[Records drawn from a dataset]
* * * * *
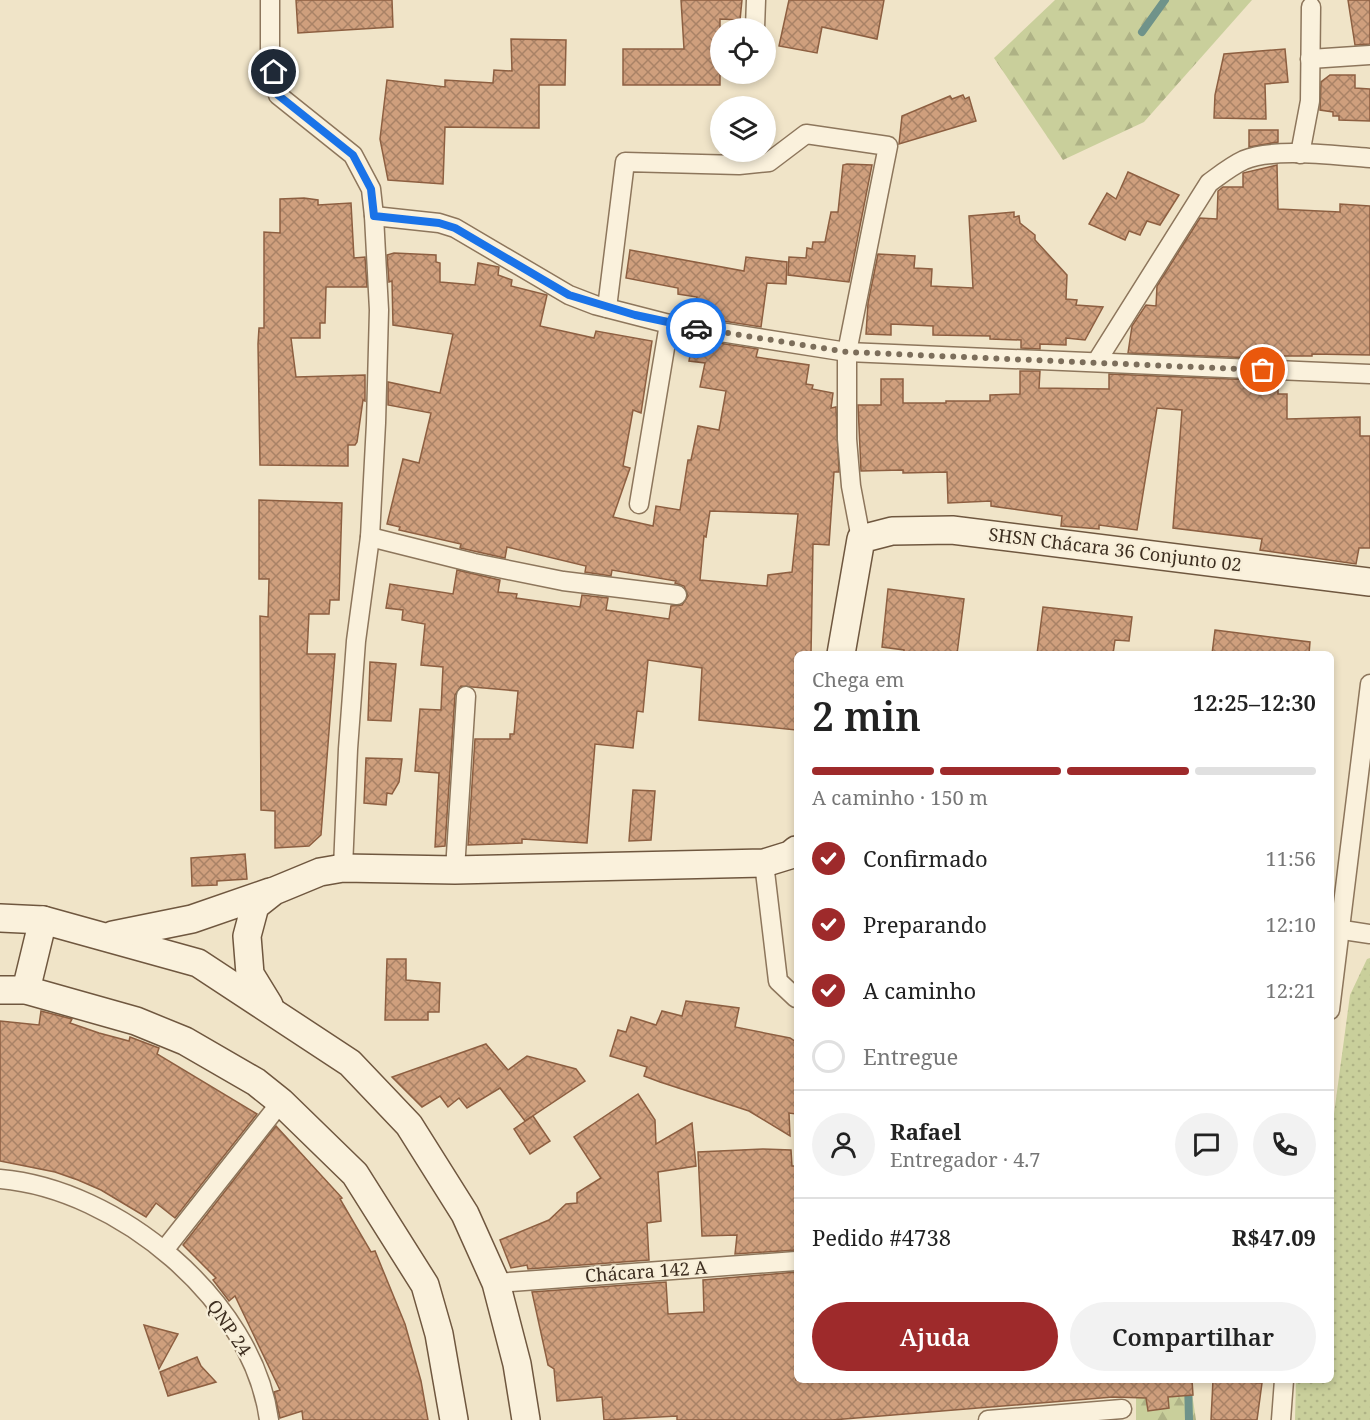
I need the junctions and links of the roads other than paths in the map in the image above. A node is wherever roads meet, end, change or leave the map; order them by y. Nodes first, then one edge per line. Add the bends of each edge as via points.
1 (270, 0) edge
2 (756, 0) edge
3 (1311, 7) dead end
4 (755, 18) edge
5 (1370, 55) edge
6 (1310, 59) junction
7 (1300, 153) junction
8 (1370, 158) edge
9 (374, 216) junction
10 (607, 308) junction
11 (669, 324) junction
12 (847, 352) junction
13 (1097, 361) junction
14 (1370, 374) edge
15 (639, 504) dead end
16 (369, 537) junction
17 (861, 539) junction
18 (1370, 582) edge
19 (677, 596) dead end
20 (842, 651) edge
21 (1370, 684) edge
22 (466, 696) dead end
23 (794, 852) edge
24 (764, 862) junction
25 (344, 868) junction
26 (455, 870) junction
27 (274, 891) junction
28 (0, 918) edge
29 (43, 920) junction
30 (1335, 929) edge
31 (1370, 934) edge
32 (107, 936) junction
33 (1334, 945) edge
34 (13, 990) edge
35 (794, 996) edge
36 (272, 1009) junction
37 (281, 1102) junction
38 (0, 1179) edge
39 (165, 1249) junction
40 (794, 1261) edge
41 (496, 1283) junction
42 (1284, 1383) edge
43 (1122, 1409) dead end
44 (269, 1420) edge
45 (454, 1420) edge
46 (526, 1420) edge
47 (988, 1420) edge
48 (1281, 1420) edge

1 - 9 street via 270,48 278,95 353,155 371,189
2 - 4 street
3 - 6 street
5 - 6 street
6 - 7 street via 1310,100
7 - 8 street
7 - 13 street via 1246,159 1209,183
9 - 10 street via 455,228 569,295
9 - 16 street via 379,310
10 - 11 street
10 - 12 street via 625,162 769,162 806,134 888,146
11 - 12 street
11 - 15 street
12 - 13 street
12 - 17 street via 851,486
13 - 14 street
16 - 19 street via 552,579
16 - 25 street via 356,641
17 - 18 street, SHSN Chácara 36 Conjunto 02 via 892,531 952,530
17 - 20 street
21 - 30 street
22 - 26 street
23 - 24 street
24 - 26 street
24 - 35 street via 778,981
25 - 26 street
25 - 27 street via 320,872
27 - 32 street via 192,919
27 - 36 street via 255,906 247,936 250,974
28 - 29 street
29 - 32 street
29 - 34 street
30 - 31 street
30 - 33 street
32 - 36 street via 198,963
34 - 37 street via 136,1021 185,1041 256,1082
36 - 41 street via 350,1063 410,1125 465,1214
37 - 39 street
37 - 45 street via 355,1174 425,1285 439,1334
38 - 39 street, QNP 24 via 59,1191
39 - 44 street, QNP 24 via 228,1319 250,1355 267,1402
40 - 41 street, Chácara 142 A
41 - 46 street via 517,1364
42 - 48 street
43 - 47 street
* * * * *
→ Task goal
Number of lines above with the word "Chácara": supply it alone.

→ Task answer
2